Hagens Berman represents the successful whistleblower who exposed what the Securities and Exchange Commission classified as a “fraudulent hi-tech scam” perpetrated by Moddha Interactive. The Hawaiian company bilked investors out of a significant amount of funds on the strength of its “Quantum Transducer” technology, which the SEC called “a sham.” Moddha’s assets were seized shortly after the SEC filed its lawsuit, which ultimately resulted in a substantial monetary penalty for the defendants.
HOW MODDHA DEFRAUDED INVESTORS
According to the SEC’s complaint, Moddha sought to woo investors by touting its "exclusive proprietary portfolio of patents based on the Quantum Transducer (QT)," a technology that would allow consumers to operate tablet devices "with the wave of your hand, as if you were Tony Stark in ‘Iron Man,’" and produce "a more elegant, thinner, healthier and more energy-efficient device than iPhone and Android." Yet while Moddha did hold a handful of patents at one time, they had all expired by the time the company sought outside investment—which it did with the illicit assistance of co-defendant Spar Street, who solicited funds without registering as a broker with the SEC.
Furthermore, during a demonstration, Moddha’s Chief Executive Officer (and co-defendant), Marianne Veronika Sandor, impressed potential investors by showing off the company’s purported Q-Tablet, which generated 3D imagery. But as Sandor would later admit, another company developed and owned the Q-Tablet. In fact, as the SEC’s complaint notes, all of the devices Sandor and her husband (and co-defendant), Moddha Chief Technology Officer Edward Michael Porrazzo, claimed to be theirs “were either fake, or were designed and developed by other companies.”
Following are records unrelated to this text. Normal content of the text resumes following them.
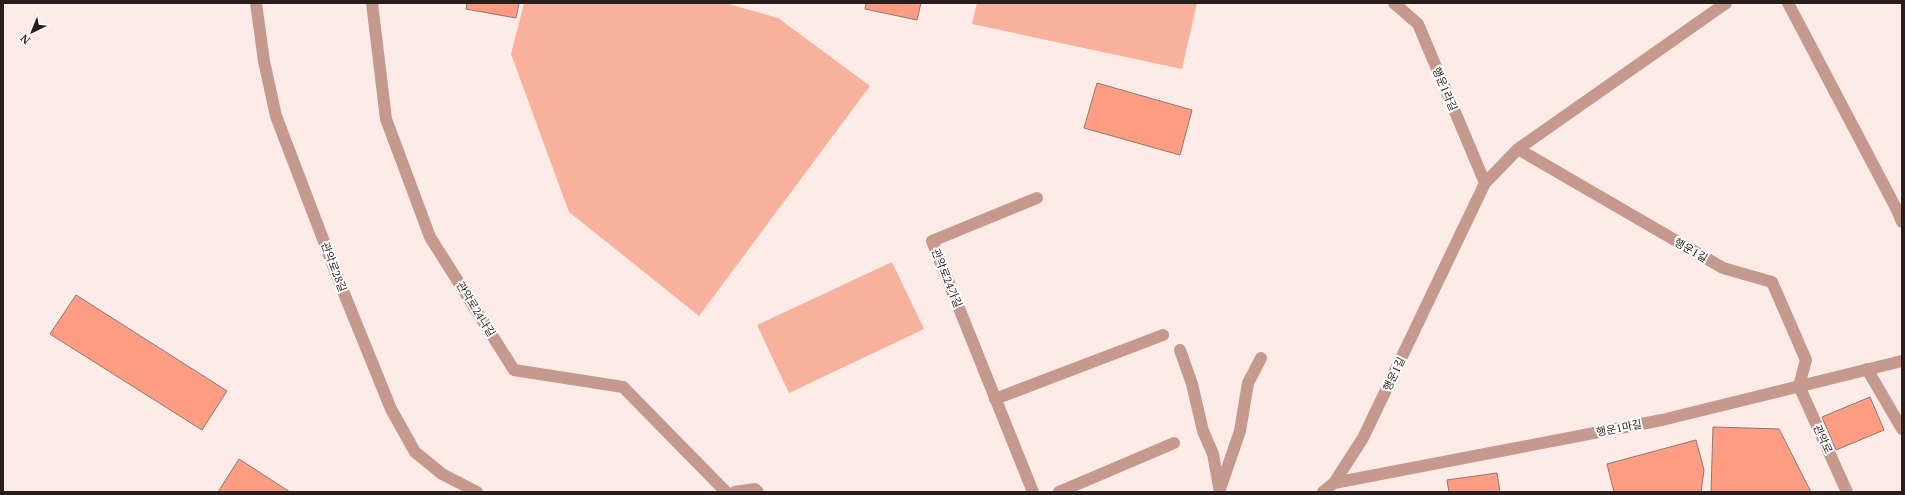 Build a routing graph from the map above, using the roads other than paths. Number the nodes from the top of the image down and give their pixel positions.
1 (256, 3) edge
2 (372, 3) edge
3 (1394, 3) edge
4 (1726, 3) edge
5 (1788, 3) edge
6 (1518, 149) junction
7 (1485, 183) junction
8 (1037, 198) dead end
9 (1902, 222) edge
10 (1163, 336) dead end
11 (1180, 350) dead end
12 (1261, 358) dead end
13 (1902, 361) edge
14 (1867, 369) junction
15 (1799, 386) junction
16 (995, 399) junction
17 (1902, 429) edge
18 (1174, 443) dead end
19 (1334, 483) junction
20 (1220, 491) edge
21 (477, 492) edge
22 (726, 492) edge
23 (735, 492) edge
24 (758, 492) edge
25 (1033, 492) edge
26 (1059, 492) edge
27 (1323, 492) edge
28 (1847, 492) edge

1 - 21 lane, 관악로28길
2 - 22 lane, 관악로24나길
3 - 7 lane, 행운1라길
4 - 6 lane, 행운1길
5 - 9 lane
6 - 7 lane, 행운1길
6 - 15 lane, 행운1길
7 - 19 lane, 행운1길
8 - 16 lane, 관악로24가길
10 - 16 lane
11 - 20 lane
12 - 20 lane
13 - 14 lane, 행운1마길
14 - 15 lane, 행운1마길
14 - 17 lane
15 - 19 lane, 행운1마길
15 - 28 lane, 관악로
16 - 25 lane, 관악로24가길
18 - 26 lane
19 - 27 lane, 행운1길
23 - 24 lane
Eventually, investors became impatient with Moddha’s married officers and wondered when they would see a return on their money. According to the complaint, when pressed about a promised $150 million cash infusion that would supposedly make investors whole, Sandor “claimed first that the $150 million investor was sick, and then that he was delayed by a shooting at a foreign embassy, and finally that the $150 million payment was held up because the investor's flight had been grounded by the eruption of an Icelandic volcano."
Later, when a couple who’d invested in Moddha asked Sandor why they were unable to redeem their shares, she replied with an email in which she claimed that share redemption had been delayed by the fact that the company’s entire executive team was “down and offline for the past five weeks with this horrible, high-fever bronchial flu.”
She added, “Although it was out of our control that our whole team came down with this violent influenza at such a critical moment, we wish to apologize to each of you for any hardship this delay and/or our being out of touch has caused to you.”
NO PATENTS, SEIZED ASSETS & AN SEC FINE
Since Moddha held no active patents and appeared to lack any actual products of its own, it’s fair to ask just how Sandor, Porrazzo and Street spent investors’ money. To this end, as the SEC’s complaint states, “Moddha’s unregistered securities offering was simply a means to fund Sandor’s and Porrazzo’s lifestyle.”
One chart included in the complaint shows that out of $827,025 collected from investors between January 2017 and April 2018, the defendants spent $420,251 on trips to Liquor Barn and other retail transactions that had “no evident business purpose,” as well as commissions doled out to Street for his unauthorized brokerage work. Sandor and Porazzo also used $15,884 in additional investor funds to treat themselves to a seven-day stay at a luxury hotel in Santa Monica, California, where they enjoyed spa treatments and a $425 bottle of wine in their $2,400-a-night room.
In July 2018, shortly after the SEC responded to Hagens Berman’s whistleblower claim by filing suit against Moddha, the agency seized the company’s assets. And in July 2020, Sandor and Porazzo were ordered to pay a substantial fine to the SEC for defrauding investors.
ABOUT THE SEC WHISTLEBLOWER PROGRAM
Hagens Berman is one of a handful of the leading law firms representing successful whistleblowers under the SEC whistleblower program. We were SEC representing whistleblowers even before the first day that the Securities and Exchange Commission’s Dodd-Frank Whistleblower Program launched in the summer of 2011. We beat the odds for our clients, having recovered maximum awards in several record-setting cases. Our current SEC whistleblower cases run the gamut of securities fraud: misrepresentations and omissions in financial filings; accounting fraud; insider trading; market manipulation; market structure and trading violations; pricing fraud; offering fraud; foreign bribery (FCPA); investment fraud; other various other kinds of securities fraud. Our whistleblower legal team represents dozens of SEC whistleblowers around the world in cases currently under investigation by SEC Enforcement Division offices across the country.